BY BLESSED MHLANGA/OBEY MANAYITI
THE opposition MDC party goes into a crucial national council meeting this weekend to map out how the opposition party will handle its May 24 congress amid disagreements over the viability of maintaining three vice-presidents.
MDC leader Nelson Chamisa, who is already assured of the presidency after he was nominated by all party provinces without a challenger, now has a headache to accommodate his many allies vying for the VP posts, including Welshman Ncube, Tendai Biti and Morgen Komichi.
Currently, the party has three VPs, Ncube and Komichi, who were appointed by Chamisa, and Mudzuri, who was appointed by the late founding president Morgan Tsvangirai.
Mudzuri was appointed alongside Chamisa in 2016 after the two had failed to win positions in the executive at the 2014 congress.
A highly-placed official said top on the agenda of the national council meeting tomorrow would be whether the party should maintain three VPs, which critics say is not good for succession and public relations for the party.
“Some want the party to maintain one vice-president because, as the alternative government, it’s important to show the country what our Cabinet would look like. Further, having a lot of VPs is not good for our succession matrix. We learnt this when our late leader Morgan Tsvangirai died and there were these nasty fights,” the official said.
Already, eight people have been nominated for the position of VP, among them Ncube, Biti, Komichi, Lillian Timveos, Lynette Karenyi-Kore, Murisi Zwizwai, Paurina Mupariwa and Theresa Makone amid fears that the high interest in the post could cause chaos if the national council decides to go for one person.
MDC spokesperson Jacob Mafume said people should understand that the posts of the three VPs were purely administrative and do not mean that once the MDC forms government, it will retain such posts in government.
“We are going to have three vice-presidents.

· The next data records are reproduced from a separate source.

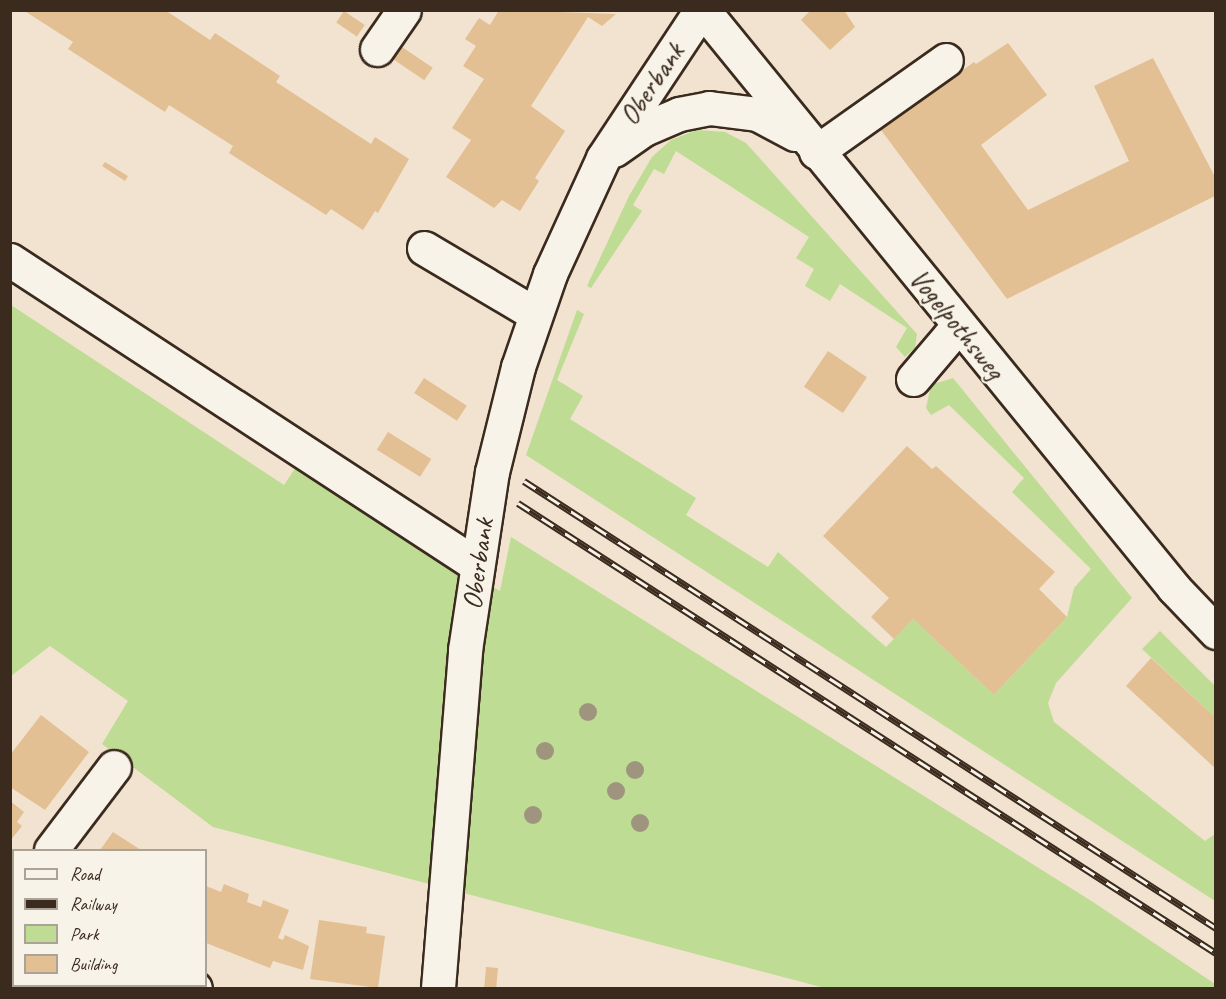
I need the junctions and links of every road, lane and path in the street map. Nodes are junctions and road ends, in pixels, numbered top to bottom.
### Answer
1 (404, 10) edge
2 (702, 10) edge
3 (377, 49) dead end
4 (946, 60) dead end
5 (814, 149) junction
6 (603, 158) junction
7 (424, 248) dead end
8 (10, 260) edge
9 (535, 314) junction
10 (958, 326) junction
11 (913, 379) dead end
12 (477, 565) junction
13 (1215, 632) edge
14 (114, 767) dead end
15 (52, 849) edge
16 (438, 988) edge

1 - 3 street
2 - 5 street, Vogelpothsweg
2 - 6 street, Oberbank
4 - 5 street
5 - 6 street, Oberbank
5 - 10 street, Vogelpothsweg
6 - 9 street, Oberbank
7 - 9 street
8 - 12 street
9 - 12 street, Oberbank
10 - 11 street
10 - 13 street, Vogelpothsweg
12 - 16 street, Oberbank
14 - 15 street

They are going to come from an electoral process. There have been nominations for that position. These are functions, these are not rewards and this is not the State presidency,” he said.
“These are functions at a senior level. We are following the example of social democratic parties, in Germany and other places, where the vice-president is an issue of functionality.”
The contentious issue regarding the VPs, particularly the call by Chamisa to reserve one slot for a woman, among others, spilled into the party’s standing committee held on Wednesday but the sharply divided leaders failed to reach a consensus.
Women and other MDC national standing committee members fiercely fought to reserve one slot for a woman, a position that is being resisted by other members.
According to sources, secretary-general Douglas Mwonzora and women officials in the national standing committee were fighting in one corner.
In the other corner were the other members who were opposed to officially reserving the slot for a woman, preferring for them to fight it out with other contestants.
Those who are opposed to it claim it will be unfair for the party to change the template mid-way as official campaigning is about to resume.
Mafume confirmed the matter was brought up in the national standing committee.
“The party constitution aspires for a 50-50 representation in all organs and the organ of the constitution is the standing committee and a number of women were nominated in those posts and a number of women stand a chance to win,” he said.
However, a source said the party was currently seized with balancing out the nominated members and the general mood in the party with regards to having a bloated presidium.
“There is a push by some sections, among them Mwonzora and women standing committee members such as (Karenyi)-Kore and (Paurina) Mpariwa, who want one of the vice-presidents reserved for a woman and there was a discussion around that and there were a number of views around that,” the source said.
“Some were of the view that the template was moulded without that in mind and you cannot change rules mid-way. Secondly, there was a suggestion that already in the presidium, there is a woman, like the chairperson Tabitha Khumalo, who got the majority of the nominations as well.
“The other argument was that a number of women were nominated and there is a possibility that they can win, the voters can decide anyhow.”
Some of the nominated officials are reportedly banking on Chamisa to protect them to secure their nominated positions.
The matter is likely going to be brought before the national council.